» WHAT TO PRODUCE:
When you copy the entries, omit the images and keep every word as it is.

» EXERCISE MATERIALS:

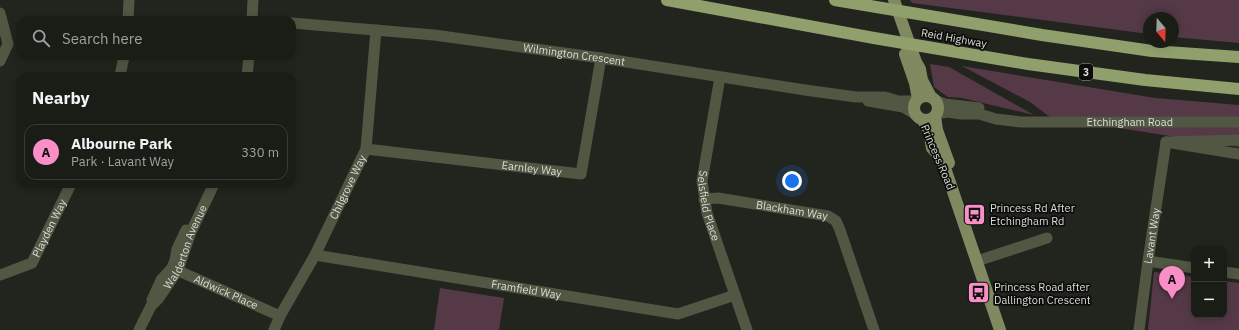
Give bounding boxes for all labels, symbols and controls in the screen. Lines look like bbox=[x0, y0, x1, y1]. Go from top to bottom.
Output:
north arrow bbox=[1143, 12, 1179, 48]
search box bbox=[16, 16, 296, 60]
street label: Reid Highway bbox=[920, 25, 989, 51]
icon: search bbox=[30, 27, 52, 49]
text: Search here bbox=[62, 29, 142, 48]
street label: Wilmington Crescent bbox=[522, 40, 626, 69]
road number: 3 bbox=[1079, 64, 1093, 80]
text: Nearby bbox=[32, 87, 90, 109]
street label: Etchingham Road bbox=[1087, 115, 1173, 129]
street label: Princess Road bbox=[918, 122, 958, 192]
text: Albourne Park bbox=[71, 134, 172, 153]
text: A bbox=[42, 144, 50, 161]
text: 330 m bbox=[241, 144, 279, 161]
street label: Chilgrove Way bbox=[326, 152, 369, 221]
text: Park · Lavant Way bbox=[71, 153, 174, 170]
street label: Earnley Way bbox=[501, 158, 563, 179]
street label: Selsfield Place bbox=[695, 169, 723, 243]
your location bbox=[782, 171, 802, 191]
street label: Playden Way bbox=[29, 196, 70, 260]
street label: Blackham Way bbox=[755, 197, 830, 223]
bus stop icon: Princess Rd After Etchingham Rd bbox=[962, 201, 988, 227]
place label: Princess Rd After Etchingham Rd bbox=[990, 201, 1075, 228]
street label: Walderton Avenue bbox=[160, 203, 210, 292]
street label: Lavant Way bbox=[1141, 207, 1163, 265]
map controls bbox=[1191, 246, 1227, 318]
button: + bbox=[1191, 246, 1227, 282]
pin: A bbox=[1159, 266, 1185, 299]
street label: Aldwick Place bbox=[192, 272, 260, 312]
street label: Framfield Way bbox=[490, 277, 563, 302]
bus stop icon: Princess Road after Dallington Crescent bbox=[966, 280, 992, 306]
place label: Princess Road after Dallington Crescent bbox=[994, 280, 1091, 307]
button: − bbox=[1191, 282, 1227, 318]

» RESULT FOR THIS TASK:
Give bounding boxes for all labels, symbols and controls in the screen. Lines look like bbox=[x0, y0, x1, y1]. Go from top to bottom.
Output:
north arrow bbox=[1143, 12, 1179, 48]
search box bbox=[16, 16, 296, 60]
street label: Reid Highway bbox=[920, 25, 989, 51]
icon: search bbox=[30, 27, 52, 49]
text: Search here bbox=[62, 29, 142, 48]
street label: Wilmington Crescent bbox=[522, 40, 626, 69]
road number: 3 bbox=[1079, 64, 1093, 80]
text: Nearby bbox=[32, 87, 90, 109]
street label: Etchingham Road bbox=[1087, 115, 1173, 129]
street label: Princess Road bbox=[918, 122, 958, 192]
text: Albourne Park bbox=[71, 134, 172, 153]
text: A bbox=[42, 144, 50, 161]
text: 330 m bbox=[241, 144, 279, 161]
street label: Chilgrove Way bbox=[326, 152, 369, 221]
text: Park · Lavant Way bbox=[71, 153, 174, 170]
street label: Earnley Way bbox=[501, 158, 563, 179]
street label: Selsfield Place bbox=[695, 169, 723, 243]
your location bbox=[782, 171, 802, 191]
street label: Playden Way bbox=[29, 196, 70, 260]
street label: Blackham Way bbox=[755, 197, 830, 223]
bus stop icon: Princess Rd After Etchingham Rd bbox=[962, 201, 988, 227]
place label: Princess Rd After Etchingham Rd bbox=[990, 201, 1075, 228]
street label: Walderton Avenue bbox=[160, 203, 210, 292]
street label: Lavant Way bbox=[1141, 207, 1163, 265]
map controls bbox=[1191, 246, 1227, 318]
button: + bbox=[1191, 246, 1227, 282]
pin: A bbox=[1159, 266, 1185, 299]
street label: Aldwick Place bbox=[192, 272, 260, 312]
street label: Framfield Way bbox=[490, 277, 563, 302]
bus stop icon: Princess Road after Dallington Crescent bbox=[966, 280, 992, 306]
place label: Princess Road after Dallington Crescent bbox=[994, 280, 1091, 307]
button: − bbox=[1191, 282, 1227, 318]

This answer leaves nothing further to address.